■ Your assignment
If a line in the records below contains "them", copy that line.

::: Data for this task :::

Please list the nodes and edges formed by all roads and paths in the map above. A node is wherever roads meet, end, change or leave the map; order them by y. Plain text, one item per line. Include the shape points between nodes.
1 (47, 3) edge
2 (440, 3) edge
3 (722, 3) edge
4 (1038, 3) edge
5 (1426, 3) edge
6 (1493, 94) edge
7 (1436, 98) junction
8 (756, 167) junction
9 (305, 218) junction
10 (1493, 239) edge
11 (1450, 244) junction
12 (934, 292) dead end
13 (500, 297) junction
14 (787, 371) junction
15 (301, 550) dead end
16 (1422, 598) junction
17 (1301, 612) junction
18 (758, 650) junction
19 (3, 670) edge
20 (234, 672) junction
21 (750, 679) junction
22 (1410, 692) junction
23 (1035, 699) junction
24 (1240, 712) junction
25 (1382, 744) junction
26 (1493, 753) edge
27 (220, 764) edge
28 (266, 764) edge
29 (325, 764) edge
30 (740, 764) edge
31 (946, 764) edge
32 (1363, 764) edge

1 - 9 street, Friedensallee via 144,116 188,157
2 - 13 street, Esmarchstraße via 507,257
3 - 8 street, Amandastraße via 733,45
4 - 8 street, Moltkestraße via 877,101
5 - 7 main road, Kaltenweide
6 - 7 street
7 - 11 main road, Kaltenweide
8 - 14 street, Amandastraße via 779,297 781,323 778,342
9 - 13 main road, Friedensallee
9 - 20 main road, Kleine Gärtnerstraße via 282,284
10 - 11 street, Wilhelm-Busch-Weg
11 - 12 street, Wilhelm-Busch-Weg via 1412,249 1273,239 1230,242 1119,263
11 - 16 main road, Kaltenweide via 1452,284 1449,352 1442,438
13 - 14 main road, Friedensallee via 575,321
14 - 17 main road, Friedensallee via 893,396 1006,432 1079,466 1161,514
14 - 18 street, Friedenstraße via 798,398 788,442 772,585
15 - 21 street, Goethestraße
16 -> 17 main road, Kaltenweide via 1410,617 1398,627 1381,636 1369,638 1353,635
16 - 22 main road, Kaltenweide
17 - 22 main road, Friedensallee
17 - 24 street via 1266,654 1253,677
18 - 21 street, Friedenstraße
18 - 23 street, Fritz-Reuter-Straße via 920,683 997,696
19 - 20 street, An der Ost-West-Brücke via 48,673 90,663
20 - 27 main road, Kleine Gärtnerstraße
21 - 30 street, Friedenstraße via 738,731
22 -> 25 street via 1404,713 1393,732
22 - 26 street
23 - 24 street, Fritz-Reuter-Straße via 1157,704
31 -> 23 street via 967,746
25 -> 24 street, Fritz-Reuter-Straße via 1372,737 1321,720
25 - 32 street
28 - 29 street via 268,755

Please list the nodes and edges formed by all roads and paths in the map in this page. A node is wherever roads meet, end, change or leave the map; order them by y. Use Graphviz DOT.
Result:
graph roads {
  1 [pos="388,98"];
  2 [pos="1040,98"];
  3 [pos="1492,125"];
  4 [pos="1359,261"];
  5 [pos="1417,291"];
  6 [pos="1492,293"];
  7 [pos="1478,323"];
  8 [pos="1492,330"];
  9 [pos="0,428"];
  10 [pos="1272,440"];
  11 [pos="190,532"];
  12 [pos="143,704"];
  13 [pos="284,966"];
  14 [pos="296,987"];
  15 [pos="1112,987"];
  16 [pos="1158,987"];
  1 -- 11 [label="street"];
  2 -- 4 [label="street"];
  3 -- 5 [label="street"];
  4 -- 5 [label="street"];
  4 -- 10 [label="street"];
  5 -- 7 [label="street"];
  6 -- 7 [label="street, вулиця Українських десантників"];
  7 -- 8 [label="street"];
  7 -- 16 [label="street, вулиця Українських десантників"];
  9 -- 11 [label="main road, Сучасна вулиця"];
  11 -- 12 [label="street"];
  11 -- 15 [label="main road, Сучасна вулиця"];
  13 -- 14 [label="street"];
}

:::

■ Output of the exercise
Please list the nodes and edges formed by all roads and paths in the map above. A node is wherever roads meet, end, change or leave the map; order them by y. Plain text, one item per line. Include the shape points between nodes.
Please list the nodes and edges formed by all roads and paths in the map in this page. A node is wherever roads meet, end, change or leave the map; order them by y. Use Graphviz DOT.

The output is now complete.